On Sat, 29 Dec 2001, Brian W. Barrett wrote:
> It is possible that a kernel bug caused the problems you were seeing.
> Running in lamd mode can be, well, abusive to the OS and linux isn't know
> for its super-stable networking implementations.
All right; when I can put any of a few hundred different NICs
in a sunblade, and have it work perfectly, I guess I'll join you in
your complaint.
> Let us know if you are still having problems and I can investigate
> further.
I don't see an answer to this yet, so I'll add our suffering
to the list. The following stuff applies equally to lamd and c2c
mode, tho lamd mode runs about 20% the speed.
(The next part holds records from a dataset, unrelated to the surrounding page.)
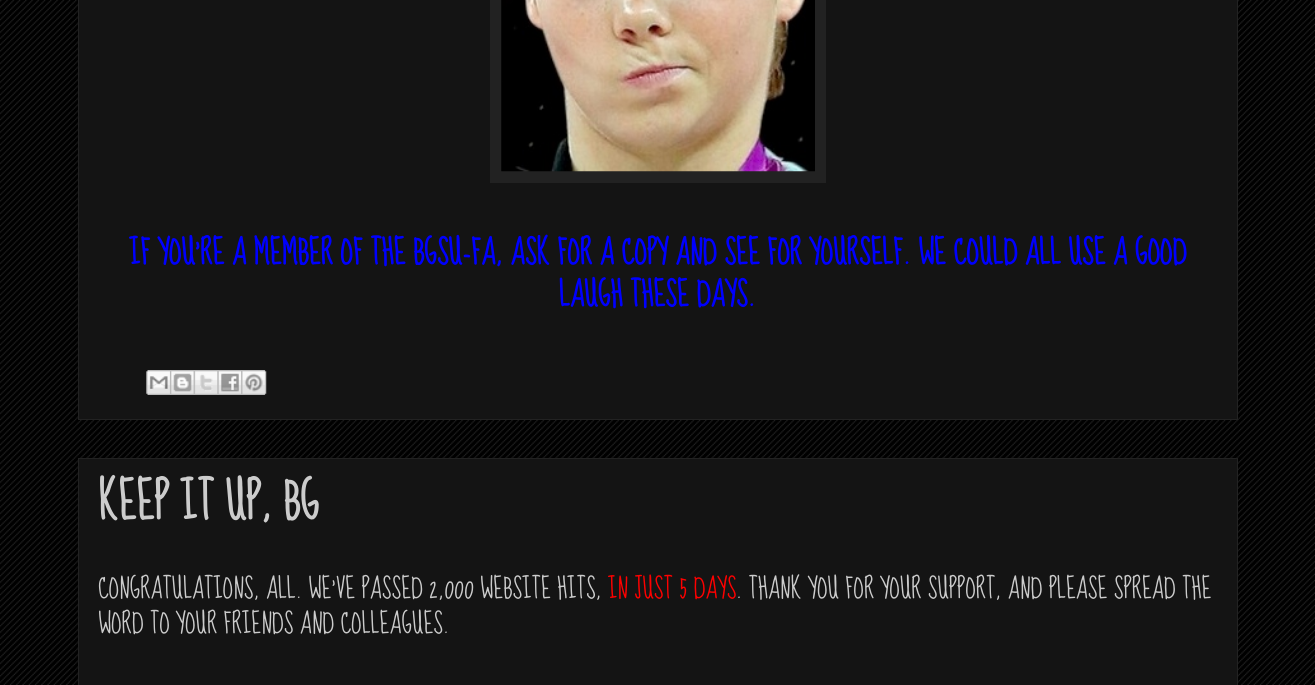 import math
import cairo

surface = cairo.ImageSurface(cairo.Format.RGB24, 1315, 685)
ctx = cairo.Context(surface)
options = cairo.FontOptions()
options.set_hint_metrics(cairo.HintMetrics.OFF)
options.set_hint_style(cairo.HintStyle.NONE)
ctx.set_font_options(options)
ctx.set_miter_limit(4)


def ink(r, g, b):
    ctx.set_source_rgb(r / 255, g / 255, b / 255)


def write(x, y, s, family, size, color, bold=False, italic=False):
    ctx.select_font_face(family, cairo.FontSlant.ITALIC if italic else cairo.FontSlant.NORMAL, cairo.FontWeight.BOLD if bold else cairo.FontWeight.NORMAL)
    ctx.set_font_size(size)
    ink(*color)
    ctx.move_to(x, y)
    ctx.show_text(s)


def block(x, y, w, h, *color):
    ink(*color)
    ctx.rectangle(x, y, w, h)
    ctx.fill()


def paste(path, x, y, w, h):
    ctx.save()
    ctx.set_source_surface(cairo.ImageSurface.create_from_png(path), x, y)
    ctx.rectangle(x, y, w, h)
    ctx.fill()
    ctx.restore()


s1 = dict(family="Sue Ellen Francisco", size=30, color=(0, 0, 255), bold=True)
s2 = dict(family="Sue Ellen Francisco", size=45, color=(204, 204, 204), bold=True)
s3 = dict(family="Sue Ellen Francisco", size=25, color=(204, 204, 204))
s4 = dict(family="Sue Ellen Francisco", size=25, color=(255, 0, 0))

ink(0, 0, 0)
ctx.paint()
paste("pic1.png", 0, 0, 1315, 685)
ink(20, 20, 20)
ctx.rectangle(78.5, -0.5, 1159, 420)
ctx.fill_preserve()
ink(34, 34, 34)
ctx.set_line_width(1)
ctx.stroke()
block(490, 0, 336, 183, 34, 34, 34)
paste("pic2.png", 501, 0, 314, 172)
write(129, 264, "IF YOU'RE A MEMBER OF THE BGSU-FA, ASK FOR A COPY AND SEE FOR YOURSELF. WE COULD ALL USE A GOOD", **s1)
write(559, 306, "LAUGH THESE DAYS.", **s1)
paste("pic3.png", 146, 370, 24, 25)
paste("pic4.png", 170, 370, 24, 25)
paste("pic5.png", 193, 370, 25, 25)
paste("pic6.png", 217, 370, 25, 25)
paste("pic7.png", 241, 370, 26, 25)
ink(20, 20, 20)
ctx.rectangle(78.5, 458.5, 1159, 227)
ctx.fill_preserve()
ink(34, 34, 34)
ctx.stroke()
write(98, 519, "KEEP IT UP, BG", **s2)
write(98, 598, "CONGRATULATIONS, ALL. WE'VE PASSED 2,000 WEBSITE HITS,", **s3)
write(608, 598, "IN JUST 5 DAYS", **s4)
write(736, 598, ". THANK YOU FOR YOUR SUPPORT, AND PLEASE SPREAD THE", **s3)
write(98, 633, "WORD TO YOUR FRIENDS AND COLLEAGUES.", **s3)
surface.write_to_png("screenshot.png") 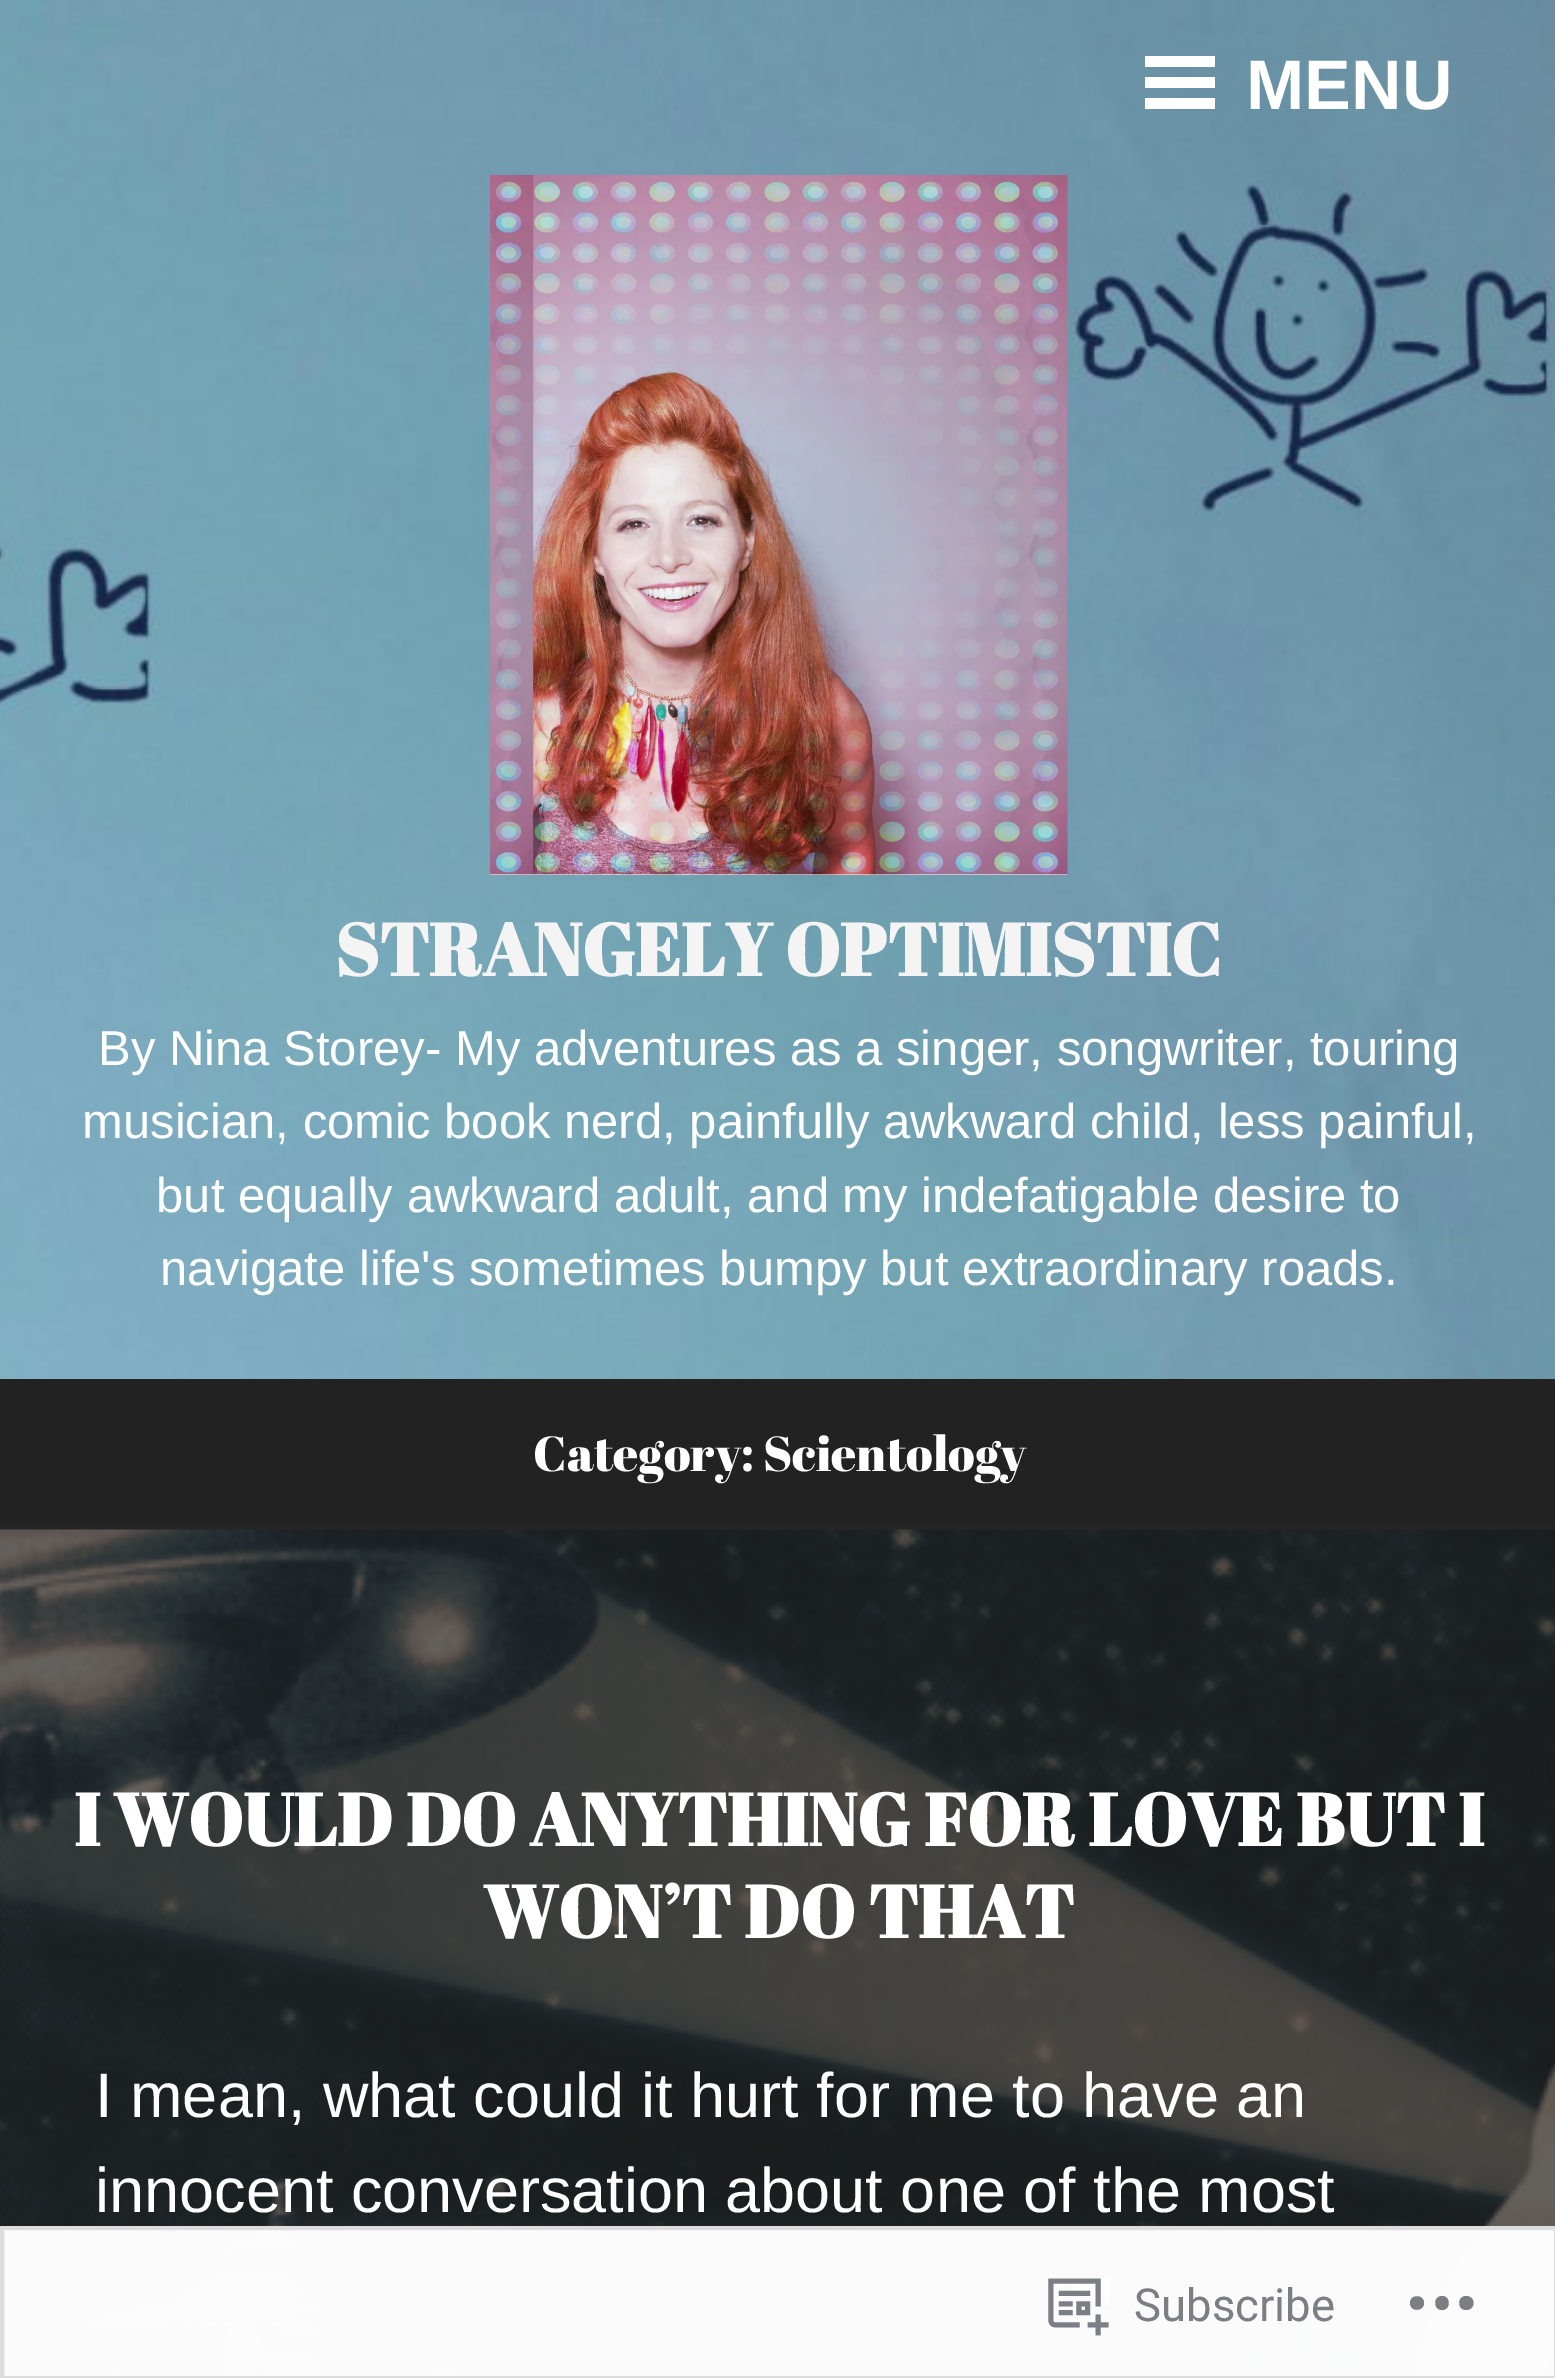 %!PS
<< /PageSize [1555 2378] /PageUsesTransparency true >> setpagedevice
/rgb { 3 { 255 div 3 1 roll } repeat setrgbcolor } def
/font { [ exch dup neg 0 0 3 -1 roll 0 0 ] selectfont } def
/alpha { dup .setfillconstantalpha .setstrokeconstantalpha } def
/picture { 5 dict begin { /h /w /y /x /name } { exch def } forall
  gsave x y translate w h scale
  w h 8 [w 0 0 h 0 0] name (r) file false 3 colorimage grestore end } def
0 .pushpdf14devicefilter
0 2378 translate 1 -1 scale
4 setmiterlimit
255 255 255 rgb
0 0 1555 2378 rectfill
(img/1.rgb) 0 0 1555 1379 picture
[
  [1145 77 70 11 255 255 255]
  [1145 56 70 11 255 255 255]
  [1145 98 70 11 255 255 255]
] { aload pop rgb rectfill } forall
(img/2.rgb) 490 175 578 700 picture
[
  [0 1379 1555 147 34 34 34]
  [0 1526 1555 4 37 37 37]
  [0 1530 1555 848 34 34 34]
] { aload pop rgb rectfill } forall
(img/3.rgb) 0 1529 1555 849 picture
0.98 alpha
255 255 255 rgb
0 2226 1555 152 rectfill
220 220 222 rgb
4 setlinewidth
2 2228 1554 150 rectstroke
1 alpha
(img/4.rgb) 1048 2278 61 58 picture
123 127 132 rgb
1424 2303 moveto 1424 2312 1410 2312 1410 2303 curveto 1410 2294 1424 2294 1424 2303 curveto closepath 1466 2296 moveto 1457 2296 1457 2310 1466 2310 curveto 1476 2310 1476 2296 1466 2296 curveto closepath 1442 2296 moveto 1433 2296 1433 2310 1442 2310 curveto 1451 2310 1451 2296 1442 2296 curveto closepath fill
/Arimo-Bold 70 font
255 255 255 rgb
1246 109 moveto (MENU) show
/AbrilFatface-Bold 73.5 font
244 244 244 rgb
335 976 moveto (STRANGELY OPTIMISTIC) show
/Arimo-Regular 49 font
255 255 255 rgb
[
  [(By Nina Storey- My adventures as a singer, songwriter, touring) 98 1065]
  [(musician, comic book nerd, painfully awkward child, less painful,) 82 1138]
  [(but equally awkward adult, and my indefatigable desire to) 156 1212]
  [(navigate life's sometimes bumpy but extraordinary roads.) 160 1285]
] { aload pop moveto show } forall
/AbrilFatface-Regular 49 font
533 1471 moveto (Category: Scientology) show
/AbrilFatface-Bold 73.5 font
74 1846 moveto (I WOULD DO ANYTHING FOR LOVE BUT I) show
483 1938 moveto (WON’T DO THAT) show
/Arimo-Regular 63 font
95 2117 moveto (I mean, what could it hurt for me to have an) show
95 2212 moveto (innocent conversation about one of the most) show
/Roboto-Regular 45.5 font
123 127 132 rgb
1134 2321 moveto (Subscribe) show
.poppdf14devicefilter showpage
I've finally broken down and let us try RedHat 7.2 (eventually,
new hardware leaves no choice, eh?), and we're seeing problems like
a lot of others are. What I've seen so far leads me to believe it
has nothing to do with LAM, and probably nothing to do with the
kernel, either.
We have a 6x-style cluster running 2.4.9-13xxx from SGI, and
it doesn't seem to have this problem. So far, we've been working
with the stock RedHat 7.2 (2.4.7) kernel on the rh72 systems, but
we'll try some other things today.
By the way, I have seen really bizarre memory problems with some
earlier 2.4 series (open a bunch of files, do a lot of seeks, watch
memory spin out of control; close the files, and it clears up; upgrade
the kernel, and it behaves) but I don't see anything like that here.
The kind of sequence that gets us into trouble is a daisy-chain
setup where data go down the line from one worker to the next. This
is of course susceptible to buffers growing out of control along the
way, but I am seeing no evidence of that (and I never have with LAM).
So far, it seems that a job that just sends data down and does nothing
therewith works fine, but if it writes it to disk as it comes, it
bogs. I haven't found any hint that a worker is hanging on the data
write, but that could of course be the problem.
I fear glibc. It has bitten before, and it will again. Anyway....
here is a summary of the problem in code.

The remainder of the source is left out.